Saved data entries
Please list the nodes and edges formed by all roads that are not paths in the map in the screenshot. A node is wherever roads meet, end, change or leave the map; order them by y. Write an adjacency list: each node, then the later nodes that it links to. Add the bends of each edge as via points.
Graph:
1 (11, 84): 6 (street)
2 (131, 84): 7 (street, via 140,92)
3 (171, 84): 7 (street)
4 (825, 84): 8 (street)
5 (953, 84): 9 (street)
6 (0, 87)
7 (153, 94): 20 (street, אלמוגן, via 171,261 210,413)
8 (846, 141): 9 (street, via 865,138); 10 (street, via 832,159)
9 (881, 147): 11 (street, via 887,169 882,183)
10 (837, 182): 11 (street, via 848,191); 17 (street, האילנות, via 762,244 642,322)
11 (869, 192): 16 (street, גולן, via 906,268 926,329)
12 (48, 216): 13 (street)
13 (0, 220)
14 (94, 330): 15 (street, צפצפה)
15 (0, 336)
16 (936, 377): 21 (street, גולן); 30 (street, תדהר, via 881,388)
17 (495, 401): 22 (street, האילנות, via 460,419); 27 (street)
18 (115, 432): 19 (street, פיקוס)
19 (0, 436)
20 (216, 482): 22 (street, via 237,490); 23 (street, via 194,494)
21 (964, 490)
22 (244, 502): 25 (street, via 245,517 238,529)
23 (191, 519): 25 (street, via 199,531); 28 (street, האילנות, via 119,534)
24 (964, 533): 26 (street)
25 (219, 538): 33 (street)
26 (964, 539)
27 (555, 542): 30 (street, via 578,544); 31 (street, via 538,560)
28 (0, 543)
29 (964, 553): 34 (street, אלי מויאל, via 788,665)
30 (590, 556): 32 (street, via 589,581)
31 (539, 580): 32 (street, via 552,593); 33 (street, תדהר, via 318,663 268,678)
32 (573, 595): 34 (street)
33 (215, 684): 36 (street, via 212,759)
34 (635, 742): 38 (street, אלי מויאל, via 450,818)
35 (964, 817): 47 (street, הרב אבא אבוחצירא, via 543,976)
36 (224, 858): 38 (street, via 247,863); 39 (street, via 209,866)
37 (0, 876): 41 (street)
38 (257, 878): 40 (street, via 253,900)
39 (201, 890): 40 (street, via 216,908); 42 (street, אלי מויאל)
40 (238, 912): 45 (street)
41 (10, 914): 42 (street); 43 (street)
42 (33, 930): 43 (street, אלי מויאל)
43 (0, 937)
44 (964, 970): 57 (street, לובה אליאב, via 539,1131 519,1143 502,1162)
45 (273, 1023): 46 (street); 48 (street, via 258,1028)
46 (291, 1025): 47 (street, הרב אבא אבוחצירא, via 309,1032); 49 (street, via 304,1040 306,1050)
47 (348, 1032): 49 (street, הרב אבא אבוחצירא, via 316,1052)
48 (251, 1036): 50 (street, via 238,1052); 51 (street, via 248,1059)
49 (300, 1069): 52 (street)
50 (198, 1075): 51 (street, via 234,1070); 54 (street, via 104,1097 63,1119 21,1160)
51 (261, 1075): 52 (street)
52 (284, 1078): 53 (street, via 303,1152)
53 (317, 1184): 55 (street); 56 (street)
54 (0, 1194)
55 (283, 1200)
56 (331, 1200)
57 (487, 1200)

:: The task ::
Please say how many lines above contain "גולן", number only.

:: Exercise output ::
2